Saat itulah dia  berkomitmen. Mempunyai istri atau menikah adalah sebuah komitmen. Ketika ijab kabul selesai diucapkan, detik itu pula pada hakikatnya sang pria mengikatkan diri pada sebuah komitmen untuk menjadi suami yang setia, menafkahi dan melindungi istri.

Begitu pula ketika sepasang suami istri mengundang tamu istimewa untuk hadir dalam kehidupan mereka. Ketika Tuhan mengizinkan, hadirlah sang anak. Maka punya anak pun sebuah komitmen.
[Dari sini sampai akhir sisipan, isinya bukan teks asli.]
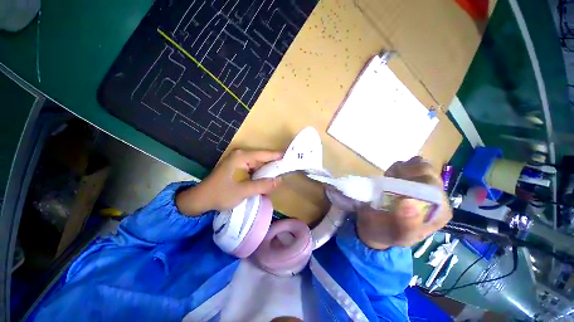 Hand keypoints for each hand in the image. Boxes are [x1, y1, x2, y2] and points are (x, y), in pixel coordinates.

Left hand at [176, 150, 282, 214]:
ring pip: (260, 164)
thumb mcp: (243, 191)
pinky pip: (255, 169)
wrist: (200, 200)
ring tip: (283, 175)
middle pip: (263, 158)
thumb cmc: (220, 194)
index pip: (265, 154)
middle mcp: (242, 155)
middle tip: (289, 170)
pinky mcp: (239, 168)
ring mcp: (240, 161)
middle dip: (275, 165)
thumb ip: (263, 185)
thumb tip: (280, 181)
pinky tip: (269, 179)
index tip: (293, 158)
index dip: (279, 156)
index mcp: (242, 157)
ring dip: (269, 170)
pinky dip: (262, 174)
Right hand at [356, 157, 451, 248]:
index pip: (435, 188)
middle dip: (407, 173)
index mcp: (439, 212)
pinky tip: (390, 176)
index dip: (415, 182)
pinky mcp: (411, 178)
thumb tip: (409, 203)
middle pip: (428, 173)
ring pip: (420, 164)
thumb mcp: (397, 236)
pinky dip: (398, 166)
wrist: (373, 224)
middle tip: (390, 179)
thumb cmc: (387, 232)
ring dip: (403, 168)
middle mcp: (435, 197)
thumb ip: (406, 226)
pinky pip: (409, 163)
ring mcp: (422, 185)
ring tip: (390, 179)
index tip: (395, 183) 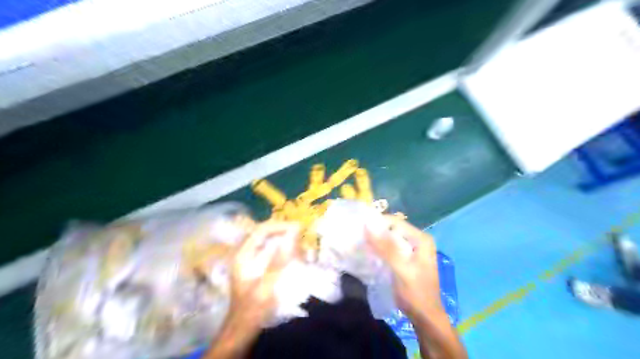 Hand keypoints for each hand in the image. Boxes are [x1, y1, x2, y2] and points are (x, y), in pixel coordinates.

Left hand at [231, 220, 300, 326]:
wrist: (242, 329)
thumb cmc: (253, 309)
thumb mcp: (267, 285)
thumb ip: (279, 260)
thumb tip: (292, 235)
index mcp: (243, 255)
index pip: (262, 230)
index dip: (280, 226)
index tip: (298, 227)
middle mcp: (245, 253)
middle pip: (264, 232)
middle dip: (283, 230)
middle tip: (301, 233)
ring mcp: (250, 259)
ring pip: (268, 240)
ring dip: (283, 238)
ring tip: (299, 241)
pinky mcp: (256, 266)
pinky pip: (270, 250)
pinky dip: (282, 248)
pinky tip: (293, 254)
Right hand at [365, 216, 445, 319]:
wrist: (424, 316)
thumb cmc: (415, 292)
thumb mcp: (401, 269)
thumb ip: (386, 248)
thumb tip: (368, 225)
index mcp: (421, 239)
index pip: (396, 222)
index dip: (378, 223)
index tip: (360, 227)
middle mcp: (418, 240)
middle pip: (393, 229)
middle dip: (377, 232)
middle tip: (359, 236)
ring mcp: (413, 249)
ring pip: (391, 239)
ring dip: (377, 241)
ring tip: (362, 243)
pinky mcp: (406, 259)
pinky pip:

Kedua orangtua  berkomitmen untuk menjadi teladan, menyediakan kebutuhan anak untuk tumbuh dan berkembang dengan baik,  dan mengajarkan nilai-nilai kebaikan untuk menjaga fitrah baik anaknya.
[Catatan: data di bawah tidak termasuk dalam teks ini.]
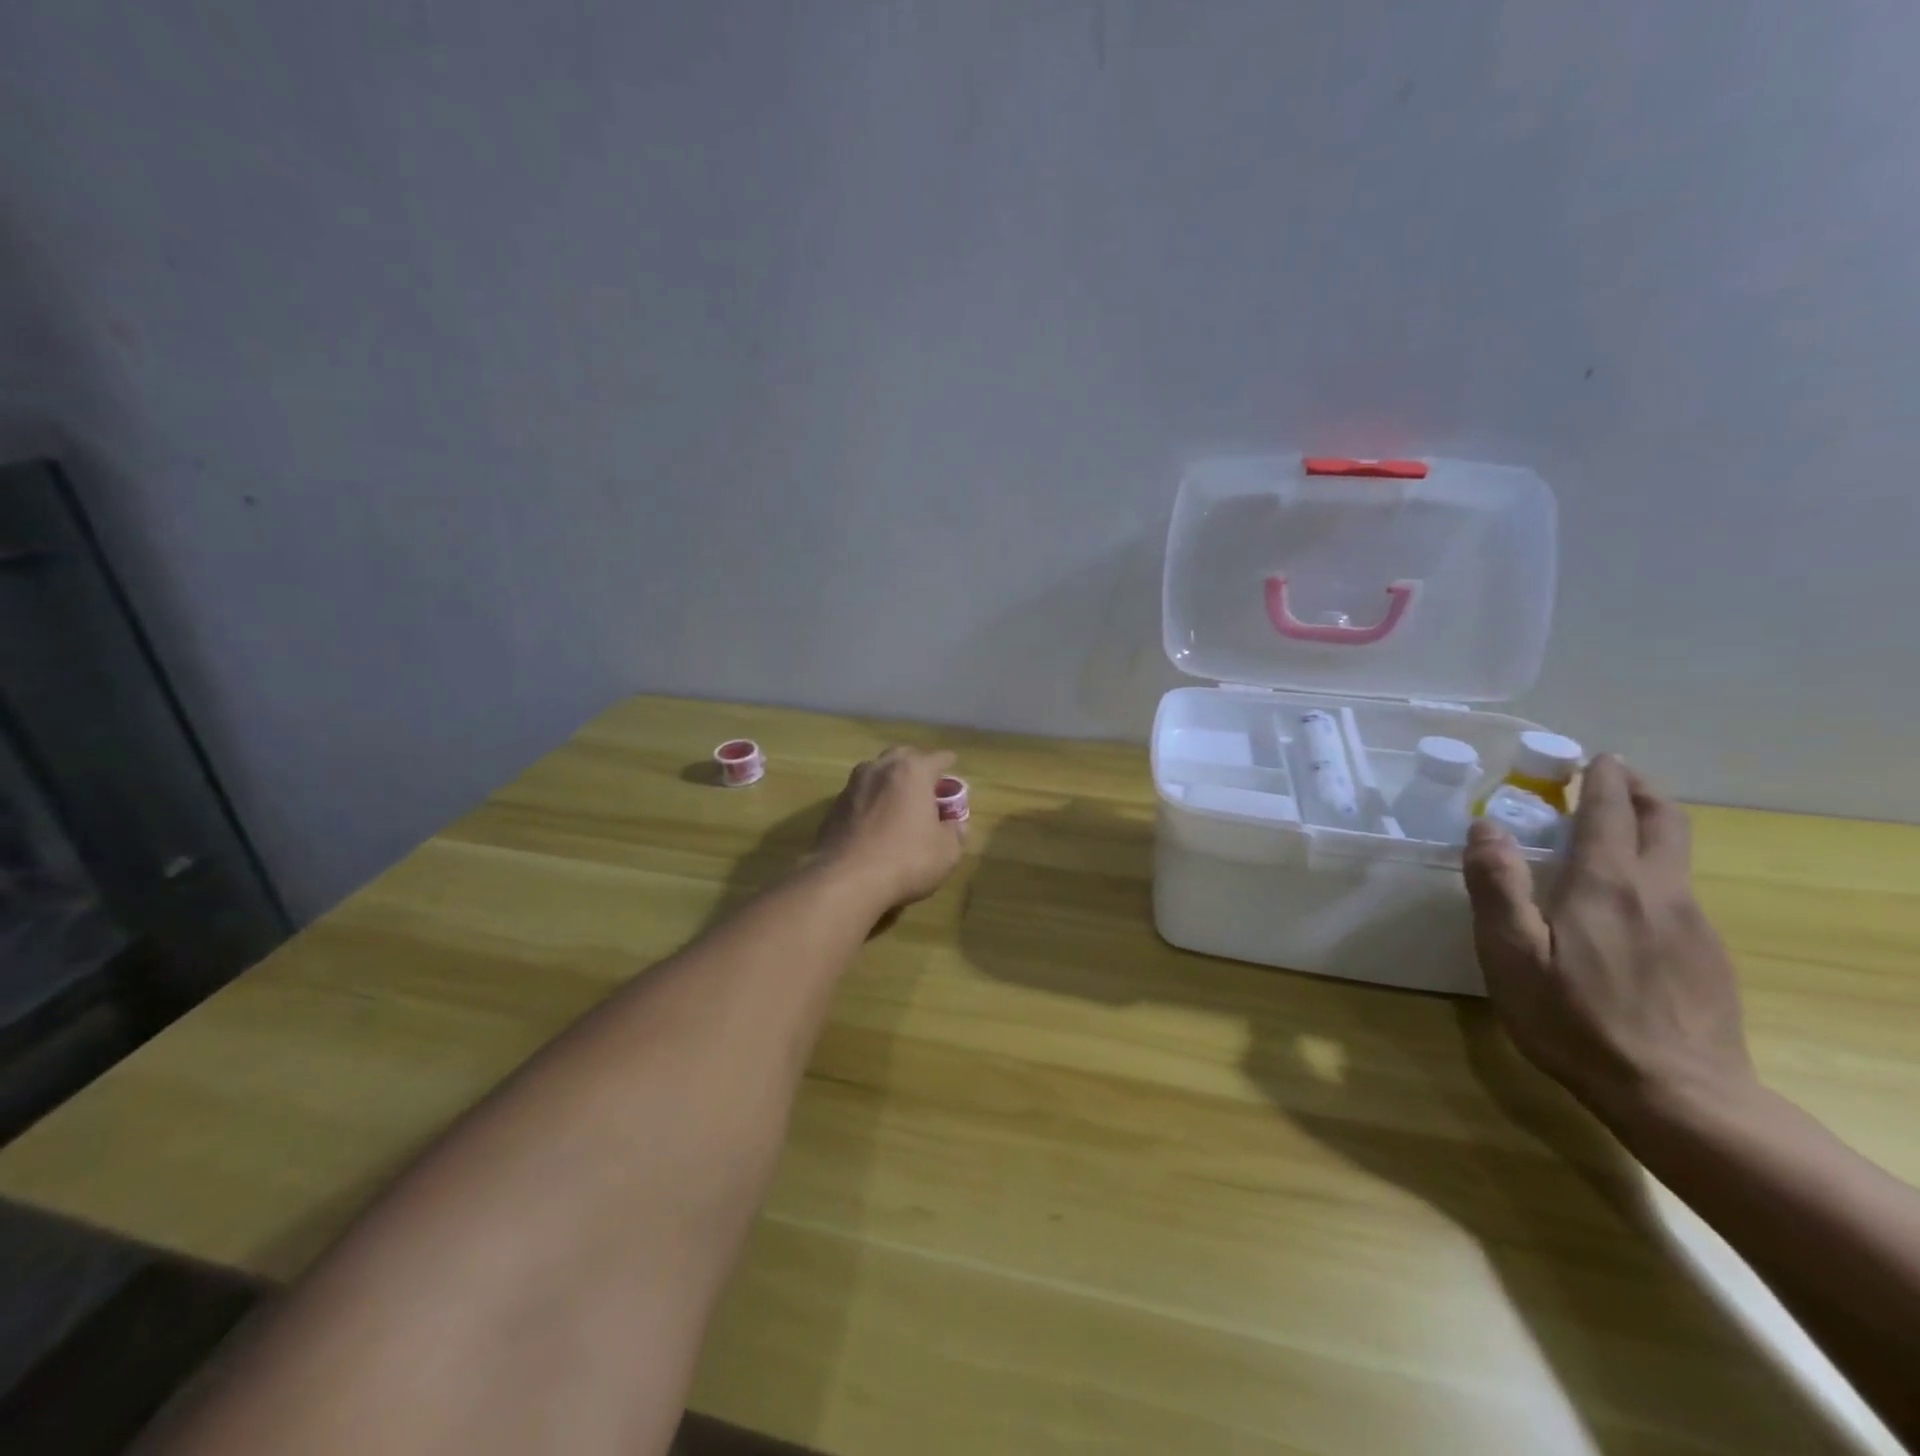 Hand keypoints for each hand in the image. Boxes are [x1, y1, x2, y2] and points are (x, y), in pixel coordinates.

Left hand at [813, 746, 965, 913]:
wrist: (845, 879)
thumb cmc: (906, 859)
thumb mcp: (946, 852)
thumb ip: (955, 833)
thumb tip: (956, 825)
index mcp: (912, 771)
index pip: (937, 758)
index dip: (948, 762)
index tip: (952, 765)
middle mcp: (880, 769)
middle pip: (902, 756)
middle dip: (916, 764)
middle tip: (926, 782)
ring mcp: (853, 785)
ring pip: (876, 771)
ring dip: (890, 779)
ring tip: (899, 798)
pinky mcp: (834, 806)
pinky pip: (860, 794)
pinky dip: (871, 799)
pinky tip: (876, 818)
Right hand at [1462, 753, 1756, 1135]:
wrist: (1680, 1098)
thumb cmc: (1576, 1021)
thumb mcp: (1513, 955)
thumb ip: (1497, 886)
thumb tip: (1486, 826)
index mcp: (1608, 884)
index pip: (1612, 810)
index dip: (1601, 778)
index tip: (1589, 757)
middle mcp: (1660, 892)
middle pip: (1666, 820)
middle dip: (1639, 788)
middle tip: (1609, 775)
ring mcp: (1693, 925)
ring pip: (1677, 855)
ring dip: (1649, 827)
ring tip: (1610, 831)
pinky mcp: (1708, 956)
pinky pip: (1679, 894)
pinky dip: (1654, 871)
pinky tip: (1625, 902)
 Dalam perjalanan pengasuhan anak, ada kalanya seorang ayah yang sibuk bertindak “membeli cinta” anaknya.  Caranya dengan  membelikan barang-barang yang diinginkan sang anak, baik berupa gadget, mainan, atau barang-barang mahal. Harapannya,  anak-anaknya akan menilai hal ini sebagai wujud cinta dari ayah. Hal ini dilakukannya untuk menutupi rasa bersalah karena kurang memiliki waktu bersama anak. Padahal hal ini menunjukkan kegagalan sang ayah  menjaga komitmen untuk melaksanakan tugas sebagai orangtua yang wajib menyediakan waktu bersama anak-anaknya. 
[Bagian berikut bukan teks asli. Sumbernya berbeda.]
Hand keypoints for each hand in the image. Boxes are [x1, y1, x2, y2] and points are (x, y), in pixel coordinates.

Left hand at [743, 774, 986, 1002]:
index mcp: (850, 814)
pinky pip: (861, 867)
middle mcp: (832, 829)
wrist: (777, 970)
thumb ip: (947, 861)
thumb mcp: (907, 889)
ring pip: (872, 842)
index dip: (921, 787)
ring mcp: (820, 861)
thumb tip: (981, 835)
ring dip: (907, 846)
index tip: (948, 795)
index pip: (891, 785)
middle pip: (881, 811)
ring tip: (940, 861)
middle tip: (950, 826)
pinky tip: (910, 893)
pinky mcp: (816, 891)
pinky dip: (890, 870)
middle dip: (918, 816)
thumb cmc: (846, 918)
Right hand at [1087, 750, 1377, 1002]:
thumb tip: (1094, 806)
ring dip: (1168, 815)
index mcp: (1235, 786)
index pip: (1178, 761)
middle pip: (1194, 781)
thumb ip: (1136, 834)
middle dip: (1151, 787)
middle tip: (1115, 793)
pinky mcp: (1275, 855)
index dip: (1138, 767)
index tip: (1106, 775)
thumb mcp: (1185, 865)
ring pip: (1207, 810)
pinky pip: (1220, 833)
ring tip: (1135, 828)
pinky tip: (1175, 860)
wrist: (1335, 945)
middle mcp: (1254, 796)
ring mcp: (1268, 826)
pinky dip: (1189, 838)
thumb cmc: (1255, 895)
Lalu sang ayah mengeluh, “ Waduh, anak saya kecanduan gadget...”

Padahal dia sendirilah pemasok dan pengedar gadget itu , sehingga anaknya kecanduan. Tanpa dia sadari, kesalahan yang dilakukan berpotensi merusak fitrah baik anaknya.

Maka, penting bagi para orangtua, terutama ayah untuk teguh melaksanakan komitmennya. Ada sebuah kisah nyata. Seorang ayah   mencontohkan bagaimana dia berkomitmen melaksanakan tugasnya memberi tausiah kepada anak-anaknya. Menurut pengalamannya, tausiah yang diberikan  ayah kepada anak itu “cespleng” alias manjur sekali. 

Dalam tausiahnya dia  kerap mengungkapkan bahwa shalat itu sebaiknya dilakukan di masjid.   Lalu apa yang terjadi?  Bahkan dia sendiri kaget, karena sekarang sang anaklah yang menarik-narik dirinya untuk melakukan shalat di masjid.  Ternyata perkatan sang ayah sungguh-sungguh didengar dan dilaksanakan oleh anak. Karena itu, sebaiknya luangkan waktu  bersama anak, berikan tausiah dan tunjukkan keteladanan sebagai bagian dari komitmen sebagai ayah.

3.      Sinergi

Suami istri itu bukan rival,  bukan pula lawan bersaing, melainkan  sebuah team yang kompak.  Suami istri  harus saling  men-support. Mas Ronny berbagi cerita bagaimana dia dan istrinya saling mendukung dalam berkegiatan.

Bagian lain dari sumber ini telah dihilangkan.